Abu Bakr passed by, saw the scene, and ransomed Bilal — paying seven gold pieces or (in some accounts) more. The Prophet later said: “Our master freed our master.”
The moment became paradigmatic in Islamic tradition: the affirmation of tawhid costs something; those who paid the cost earned the deepest trust.
The Adhan: His Voice on the Ka’ba
When the Prophet established the call to prayer (adhan) — in the Medina period — Bilal was chosen as the muezzin. The choice was deliberate: a man who had affirmed “Ahad” under torture would now call the community to affirm the same from the heights of the mosque.

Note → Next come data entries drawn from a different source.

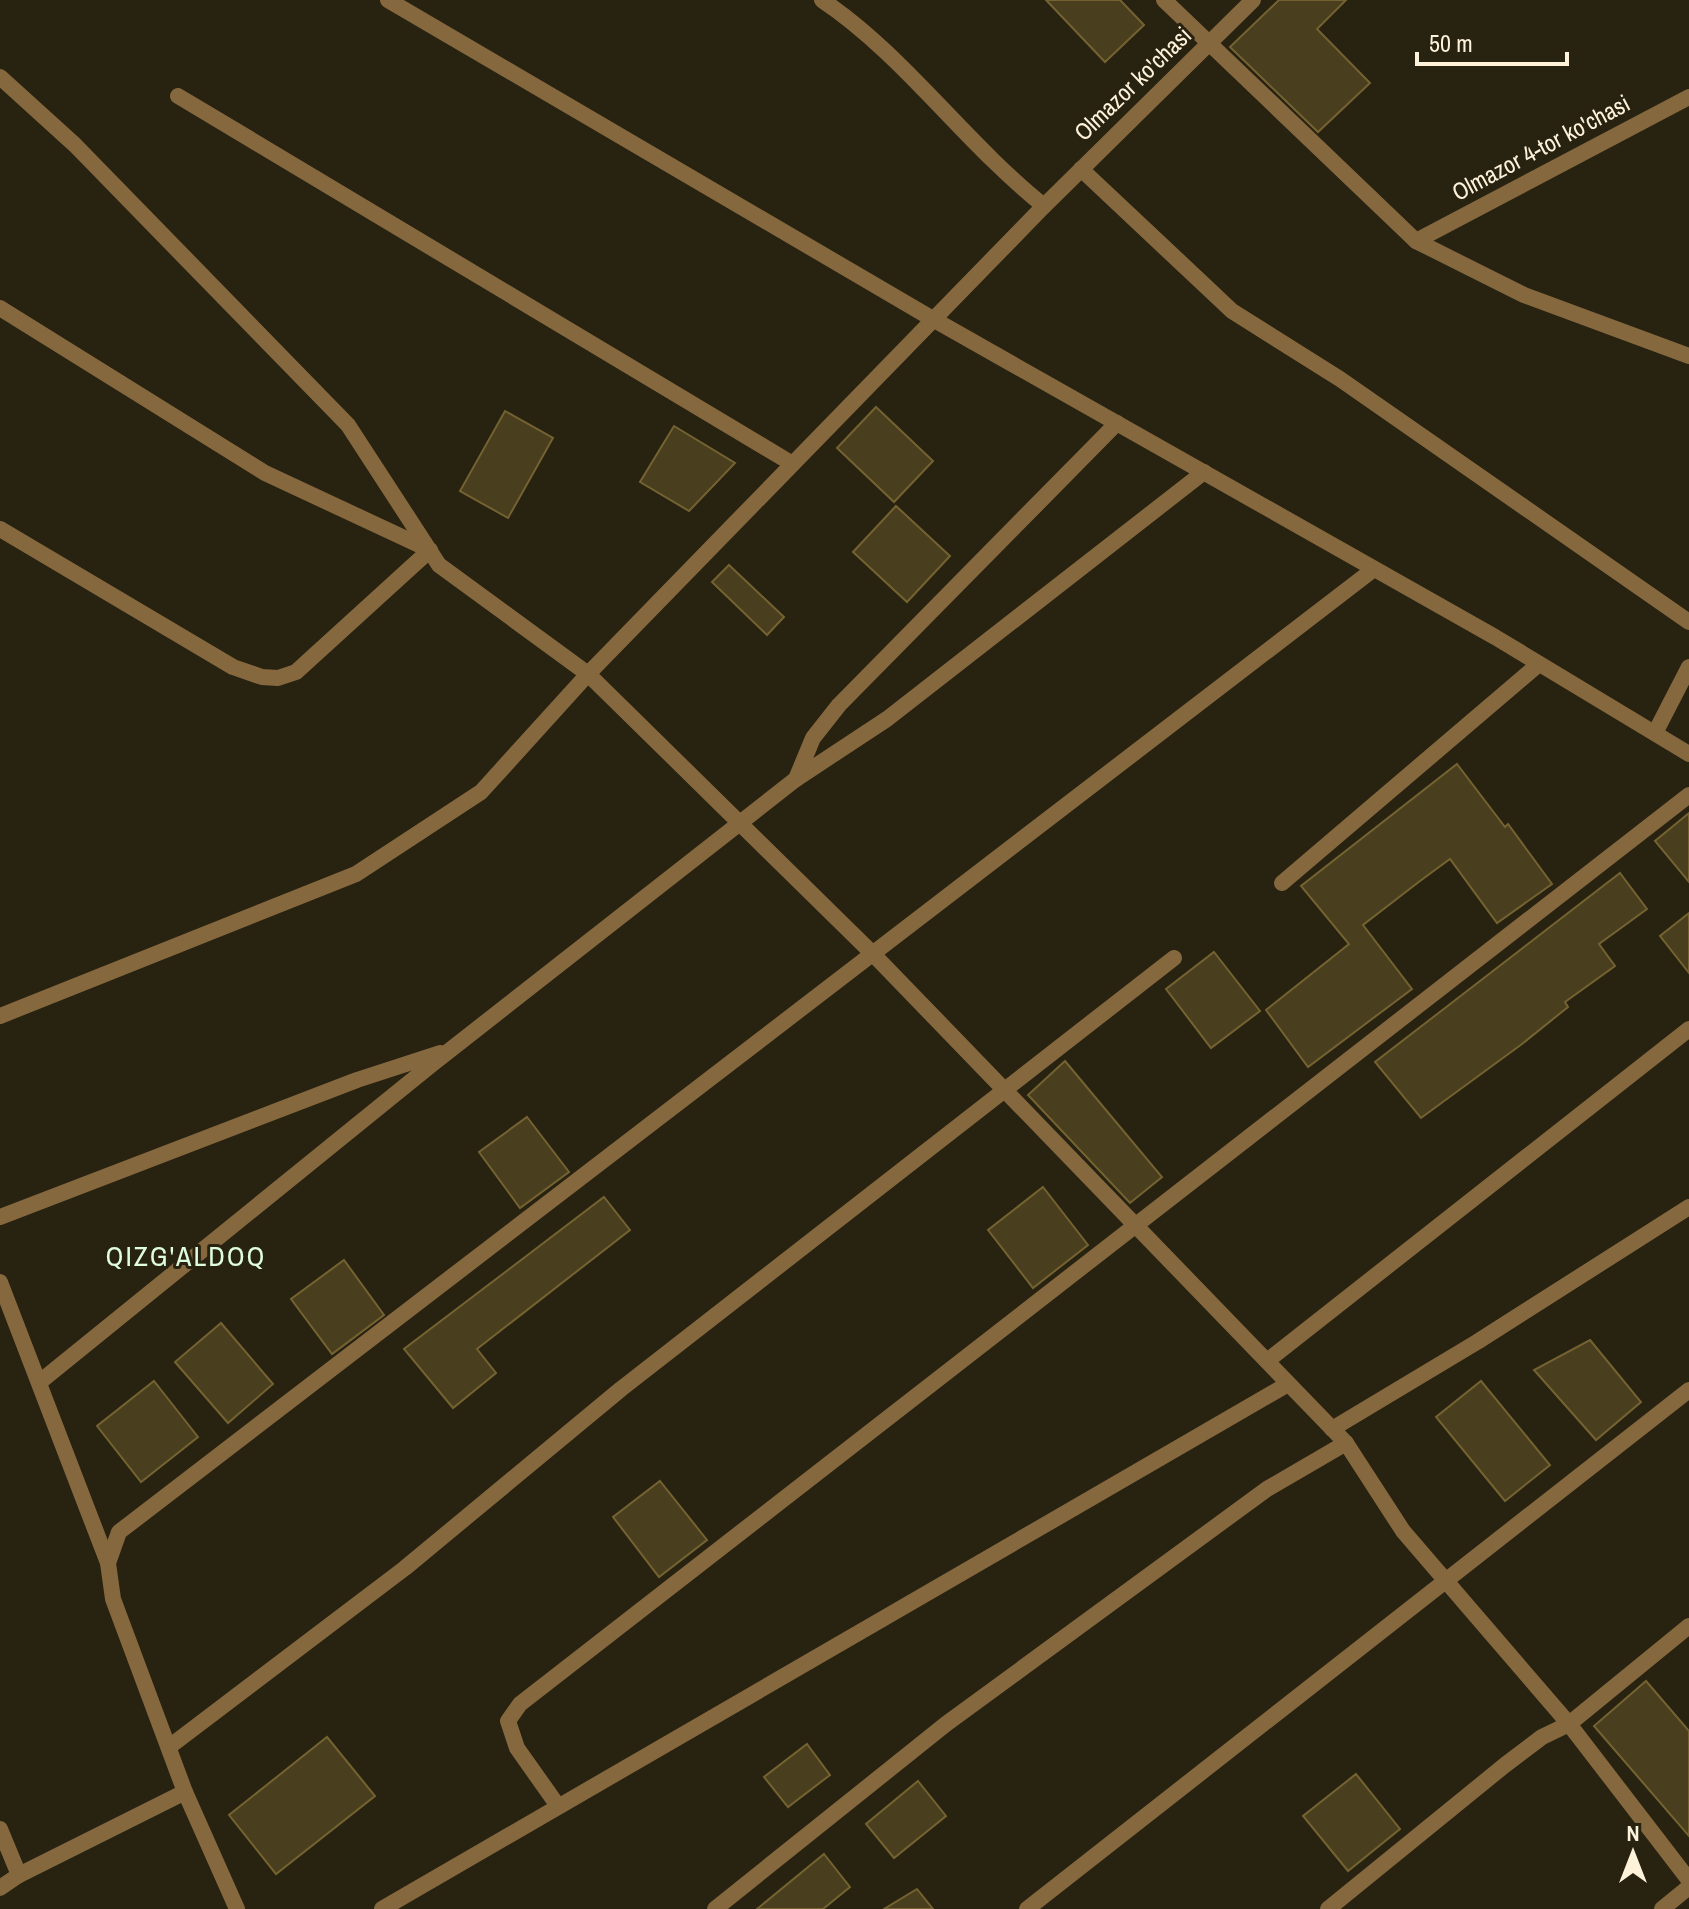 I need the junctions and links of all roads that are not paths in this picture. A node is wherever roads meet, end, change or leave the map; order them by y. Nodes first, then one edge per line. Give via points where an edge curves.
1 (388, 0) edge
2 (822, 0) edge
3 (1164, 0) edge
4 (1253, 0) edge
5 (1209, 45) junction
6 (0, 77) edge
7 (178, 96) dead end
8 (1689, 97) edge
9 (1081, 169) junction
10 (1044, 206) junction
11 (1416, 241) junction
12 (0, 308) edge
13 (931, 318) junction
14 (1689, 356) edge
15 (1117, 423) junction
16 (791, 463) junction
17 (1204, 472) junction
18 (0, 529) edge
19 (430, 550) junction
20 (1374, 569) junction
21 (1689, 622) edge
22 (1539, 664) junction
23 (1689, 667) edge
24 (588, 674) junction
25 (1655, 733) junction
26 (1689, 754) edge
27 (796, 779) junction
28 (1689, 795) edge
29 (741, 824) junction
30 (1282, 883) dead end
31 (873, 954) junction
32 (1174, 958) dead end
33 (0, 1016) edge
34 (1689, 1029) edge
35 (452, 1049) junction
36 (1004, 1089) junction
37 (1689, 1207) edge
38 (0, 1217) edge
39 (1136, 1226) junction
40 (0, 1282) edge
41 (1267, 1361) junction
42 (41, 1381) junction
43 (1288, 1384) junction
44 (1689, 1390) edge
45 (1332, 1429) junction
46 (1346, 1443) junction
47 (108, 1563) junction
48 (1447, 1581) junction
49 (1689, 1626) edge
50 (1569, 1724) junction
51 (169, 1747) junction
52 (185, 1792) junction
53 (558, 1806) junction
54 (0, 1829) edge
55 (19, 1875) junction
56 (1689, 1880) edge
57 (1689, 1887) edge
58 (0, 1888) edge
59 (237, 1909) edge
60 (382, 1909) edge
61 (715, 1909) edge
62 (1027, 1909) edge
63 (1328, 1909) edge
64 (1662, 1909) edge

1 - 13 street
2 - 10 street via 855,22 1008,177
3 - 5 street
4 - 5 street, Olmazor ko'chasi
5 - 9 street, Olmazor ko'chasi
5 - 11 street
6 - 19 street via 75,145 348,425
7 - 16 street
8 - 11 street, Olmazor 4-tor ko'chasi
9 - 10 street, Olmazor ko'chasi
9 - 21 street via 1232,311 1340,379
10 - 13 street, Olmazor ko'chasi
11 - 14 street via 1524,295
12 - 19 street via 265,473
13 - 15 street
13 - 16 street, Olmazor ko'chasi
15 - 17 street
15 - 27 street via 839,705 813,738
16 - 24 street, Olmazor ko'chasi
17 - 20 street
17 - 27 street via 887,719
18 - 19 street via 233,667 278,678 296,672
19 - 24 street via 439,565
20 - 22 street
20 - 31 street
22 - 25 street
22 - 30 street
23 - 25 street
24 - 29 street
24 - 33 street, Olmazor ko'chasi via 481,792 356,874
25 - 26 street
27 - 29 street
28 - 39 street
29 - 31 street
29 - 35 street
31 - 36 street
31 - 47 street via 119,1532
32 - 36 street
34 - 41 street
35 - 38 street via 357,1080
35 - 42 street
36 - 39 street
36 - 51 street via 621,1389 405,1568
37 - 45 street
39 - 41 street
39 - 53 street via 520,1704 508,1721 511,1736
40 - 42 street
41 - 43 street
42 - 47 street
43 - 45 street
43 - 53 street
44 - 48 street
45 - 46 street
46 - 48 street via 1403,1531
46 - 61 street via 1267,1489 946,1724
47 - 51 street via 113,1599
48 - 50 street
48 - 62 street
49 - 50 street
50 - 56 street
50 - 63 street via 1542,1737
51 - 52 street
52 - 55 street
52 - 59 street
53 - 60 street
54 - 55 street
55 - 58 street
57 - 64 street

At the Conquest of Mecca in 630 CE, Bilal climbed the Ka’ba and gave the adhan — a moment of extraordinary symbolic power. The building that had held 360 idols now carried the voice of a formerly enslaved man calling the world to the One.
The Sound Heard in Heaven
The Prophet said: “I entered Paradise and heard the sound of footsteps in front of me — it was Bilal.” The hadith places Bilal not among the secondary figures of the early community but among those whose deeds preceded them into the garden.
After the Prophet’s death, Bilal found it too painful to give the call in Medina. He traveled to Syria. On one occasion, asked to call the adhan one more time, those who heard it wept — “as if the Prophet had just died today.”